Zwar mussten die
Reisenden im vorliegenden Fall bei dem Flug FR 110 von Schönefeld (SXF) nach Palma de Mallorca (PMI) am 26.01.2016 eine Flugannullierung durch die Fluggesellschaft hinnehmen, was grundsätzlich einen Ausgleichsanspruch nach
Art. 7 Abs. 1 der Flugastrechtverordnung begründet.
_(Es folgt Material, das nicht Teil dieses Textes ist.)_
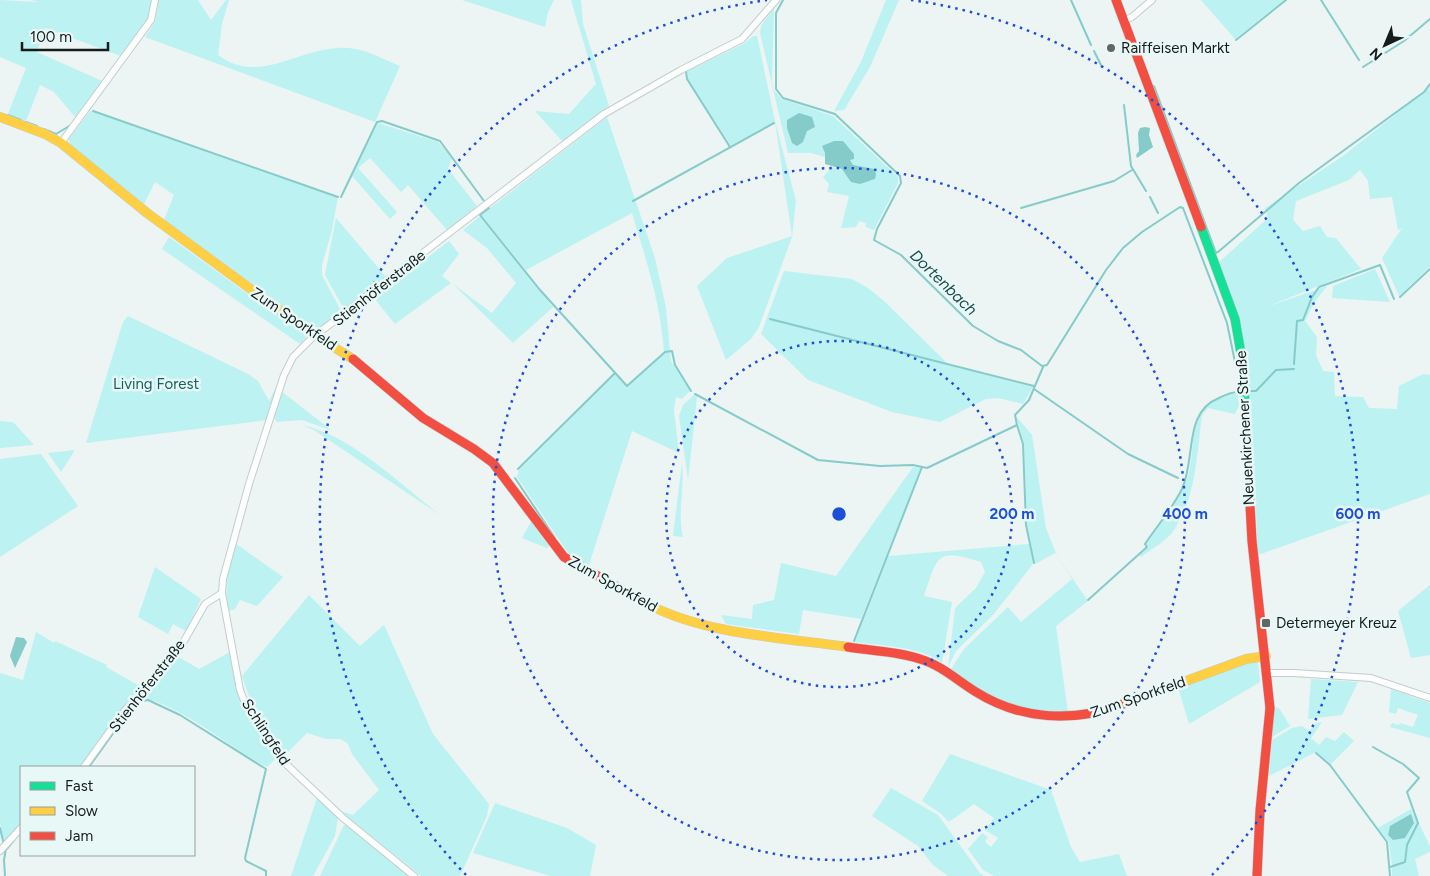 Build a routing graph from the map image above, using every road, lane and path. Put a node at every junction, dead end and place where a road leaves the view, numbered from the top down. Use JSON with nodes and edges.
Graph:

Auch ein Ausnahmetatbestand nach
Art. 5 Abs. 1 Buchst. c) der Verordnung liegt angesichts der ausgesprochen kurzen Unterrichtungsfrist - hier wurde die Annullierung des Fluges erst weniger als 24 Stunden vor dem planmäßigen Abflug mitgeteilt - und des fehlenden Angebots einer anderweitigen Beförderung im zeitlichen Rahmen des Buchstaben c) iii) nicht vor.
Eine
Ausgleichzahlung nach Art. 7 der Verordnung ist jedoch gemäß Art. 5 Abs. 3 ausgeschlossen, da die Beklagte in diesem Rechtsstreit nachgewiesen hat, dass die Annullierung des Fluges FR 110 auf außergewöhnliche Umstände zurückgeht, die sich auch dann nicht hätten vermeiden lassen, wenn alle zumutbaren Maßnahmen ergriffen worden wären.
In der Rechtsprechung des Bundesgerichtshofs ist es allgemein anerkannt, dass ein überlasteter Luftraum aufgrund Fluglotsenmangels dazu geeignet ist, außergewöhnliche Umstände im Sinne des Art. 5 Abs. 3 der Verordnung zu begründen.
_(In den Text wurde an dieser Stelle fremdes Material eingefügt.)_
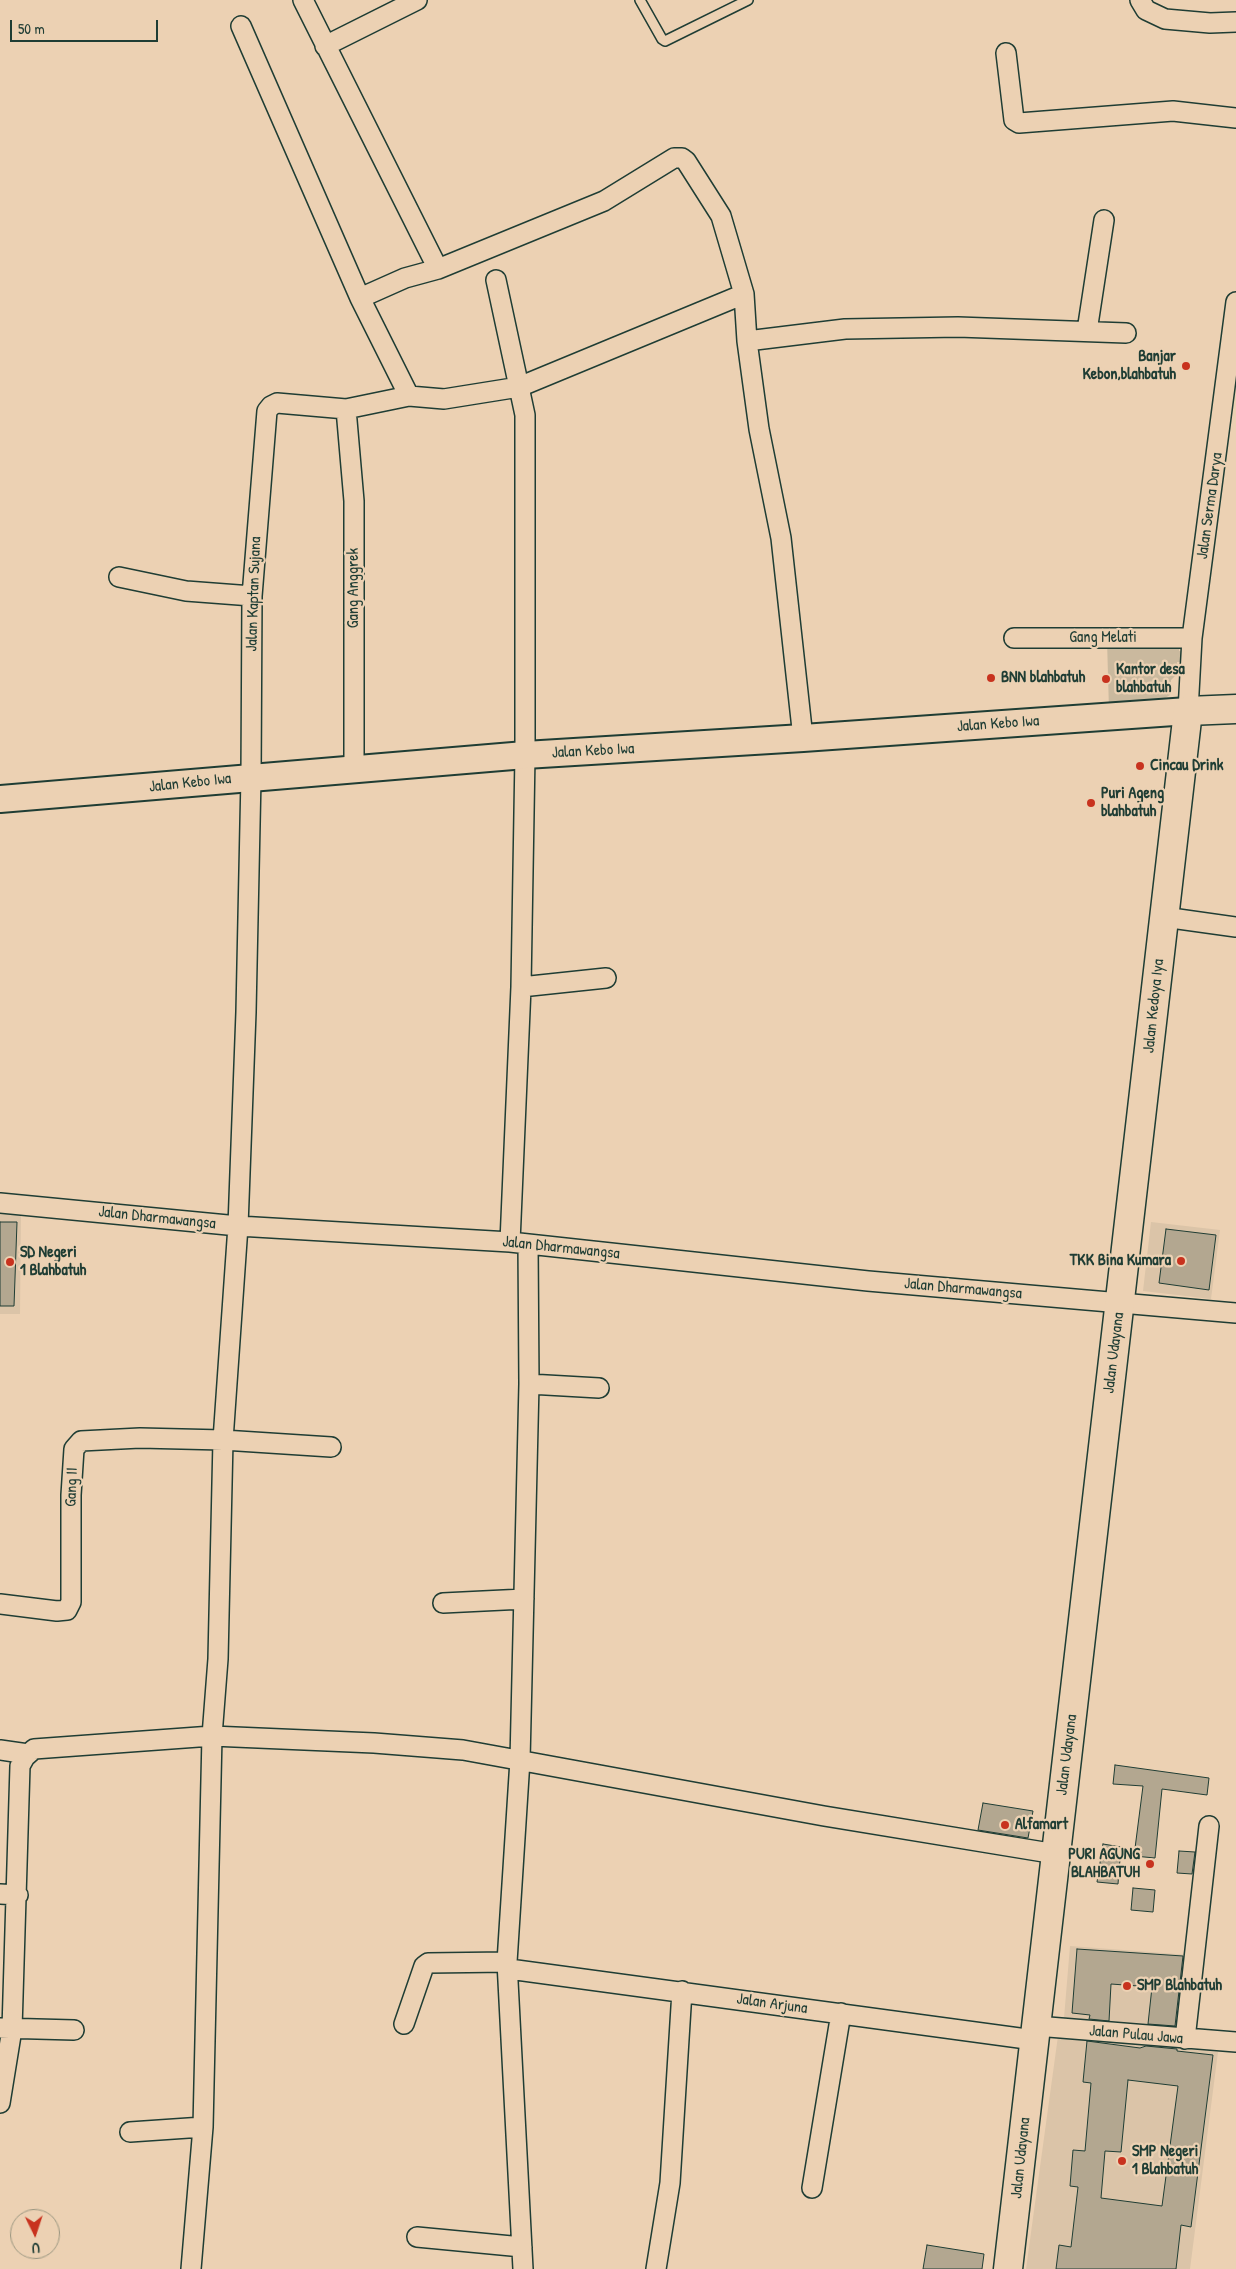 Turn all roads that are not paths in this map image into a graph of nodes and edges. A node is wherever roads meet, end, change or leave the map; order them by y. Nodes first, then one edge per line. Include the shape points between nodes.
1 (303, 0) edge
2 (417, 0) edge
3 (640, 0) edge
4 (748, 0) edge
5 (1140, 0) edge
6 (1236, 22) edge
7 (241, 26) dead end
8 (325, 46) junction
9 (1006, 53) dead end
10 (1236, 118) edge
11 (1104, 220) dead end
12 (438, 269) junction
13 (496, 280) dead end
14 (744, 294) junction
15 (360, 298) junction
16 (1236, 302) edge
17 (1087, 332) junction
18 (1126, 333) dead end
19 (747, 341) junction
20 (1232, 364) edge
21 (521, 395) junction
22 (410, 396) junction
23 (346, 409) junction
24 (119, 577) dead end
25 (252, 596) junction
26 (1014, 638) dead end
27 (1192, 638) junction
28 (1236, 709) edge
29 (1188, 711) junction
30 (803, 738) junction
31 (526, 755) junction
32 (354, 768) junction
33 (251, 777) junction
34 (0, 799) edge
35 (1164, 917) junction
36 (1236, 927) edge
37 (606, 978) dead end
38 (521, 987) junction
39 (0, 1202) edge
40 (238, 1226) junction
41 (519, 1243) junction
42 (1120, 1302) junction
43 (1236, 1313) edge
44 (529, 1384) junction
45 (599, 1388) dead end
46 (224, 1440) junction
47 (331, 1448) dead end
48 (524, 1599) junction
49 (443, 1603) dead end
50 (0, 1604) edge
51 (212, 1736) junction
52 (0, 1750) edge
53 (28, 1754) junction
54 (520, 1760) junction
55 (1209, 1826) dead end
56 (8, 1837) edge
57 (1056, 1854) junction
58 (9, 1894) edge
59 (508, 1965) junction
60 (8, 1971) edge
61 (682, 1991) junction
62 (841, 2013) junction
63 (404, 2024) dead end
64 (6, 2028) edge
65 (74, 2030) dead end
66 (1035, 2033) junction
67 (1185, 2039) junction
68 (1236, 2042) edge
69 (0, 2103) edge
70 (203, 2127) junction
71 (130, 2132) dead end
72 (812, 2188) dead end
73 (417, 2237) dead end
74 (522, 2247) junction
75 (191, 2269) edge
76 (523, 2269) edge
77 (656, 2269) edge
78 (1008, 2269) edge

1 - 8 street
2 - 8 street
3 - 4 lane via 665,41
5 - 6 street via 1146,10 1166,20
7 - 15 street
8 - 12 street
9 - 10 street via 1014,120 1019,123 1174,110
11 - 17 street
12 - 14 street via 604,201 674,158 682,158 721,216
12 - 15 street via 405,278
13 - 21 street
14 - 19 street
14 - 21 street
15 - 22 street
16 - 20 street, Jalan Serma Darya
17 - 18 street
17 - 19 street via 845,329
19 - 30 street via 781,538
20 - 27 street, Jalan Serma Darya
21 - 22 street via 444,399
21 - 31 street
22 - 23 street
23 - 25 street, Jalan Kaptan Sujana via 277,403 267,411
23 - 32 street, Gang Anggrek via 354,501
24 - 25 street via 186,591
25 - 33 street, Jalan Kaptan Sujana
26 - 27 street, Gang Melati
27 - 29 street, Jalan Serma Darya
28 - 29 highway
29 - 30 main road, Jalan Kebo Iwa
29 - 35 highway, Jalan Kedoya Iya
30 - 31 main road, Jalan Kebo Iwa
31 - 32 main road, Jalan Kebo Iwa
31 - 38 street
32 - 33 main road, Jalan Kebo Iwa
33 - 34 main road, Jalan Kebo Iwa via 75,795
33 - 40 street, Jalan Kaptan Sujana
35 - 36 street
35 - 42 highway, Jalan Kedoya Iya
37 - 38 street
38 - 41 street
39 - 40 street, Jalan Dharmawangsa
40 - 41 street, Jalan Dharmawangsa
40 - 46 street, Jalan Kaptan Sujana
41 - 42 street, Jalan Dharmawangsa via 868,1281
41 - 44 street
42 - 43 street, Jalan Dharmawangsa
42 - 57 highway, Jalan Udayana
44 - 45 street
44 - 48 street
46 - 47 street
46 - 50 street, Gang II via 140,1438 81,1441 74,1450 71,1495 71,1602 67,1610 57,1611
46 - 51 street, Jalan Kaptan Sujana via 218,1658
48 - 49 street
48 - 54 street
51 - 53 street via 34,1749
51 - 54 street via 374,1743 463,1750
51 - 70 street, Jalan Kaptan Sujana
52 - 53 street
53 - 56 street via 20,1766
54 - 57 street via 824,1816
54 - 59 street
55 - 67 street
56 - 58 street
57 - 66 highway, Jalan Udayana
58 - 60 street
59 - 61 street, Jalan Arjuna
59 - 63 street, Jalan Arjuna via 428,1962
59 - 74 street
60 - 64 street
61 - 62 street, Jalan Arjuna
61 - 77 street via 670,2183
62 - 66 street, Jalan Arjuna
62 - 72 street
64 - 65 street
64 - 69 street
66 - 67 street, Jalan Pulau Jawa
66 - 78 highway, Jalan Udayana
67 - 68 street, Jalan Pulau Jawa
70 - 71 street
70 - 75 street, Jalan Kaptan Sujana
73 - 74 street
74 - 76 street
Der Begriff der außergewöhnlichen Umstände, der weder in Art. 2 noch in sonstigen Vorschriften der Verordnung definiert ist, meint bereits nach seinem Wortlaut Umstände, die nicht dem gewöhnlichen Lauf der Dinge entsprechen, sondern außerhalb dessen liegen, was üblicherweise mit dem Ablauf der Personenbeförderung im Luftverkehr verbunden ist oder verbunden sein kann.
Hierdurch werden Ereignisse erfasst, die nicht zum Luftverkehr gehören, sondern als jedenfalls in der Regel von außen kommende besondere Umstände seine ordnungs- und planmäßige Durchführung beeinträchtigen oder unmöglich machen können. Umstände, die im Zusammenhang mit einem den Luftverkehr störenden Vorfall wie einem technischen Defekt auftreten, können nur dann als außergewöhnlich im Sinne von Art. 5 Abs. 3 der Verordnung eingestuft werden, wenn sie auf ein Vorkommnis zurückgehen, das wie die in Erwägungsgrund 14 der Verordnung aufgezählten Vorkommnisse nicht Teil der normalen Ausübung der Tätigkeit des betroffenen Luftfahrtunternehmens und aufgrund seiner Natur oder Ursache von diesem tatsächlich nicht zu beherrschen ist.
Der Bundesgerichtshof hat hieraus abgeleitet, dass technische Defekte, wie sie beim Betrieb eines Flugzeugs typischerweise auftreten, grundsätzlich keine außergewöhnliche Umstände begründen, sondern Teil der normalen Tätigkeit des betroffenen Luftfahrtunternehmens sind. Die für technische Defekte entwickelten Maßstäbe sind auch dann heranzuziehen, wenn Vorkommnisse wie etwa die in Erwägungsgrund 14 beispielhaft genannten Fälle politischer Instabilität, mit der Durchführung eines Flugs nicht zu vereinbarende Wetterbedingungen, Sicherheitsrisiken und den Betrieb eines Luftfahrtunternehmens beeinträchtigende Streiks als Ursache außergewöhnlicher Umstände in Betracht kommen.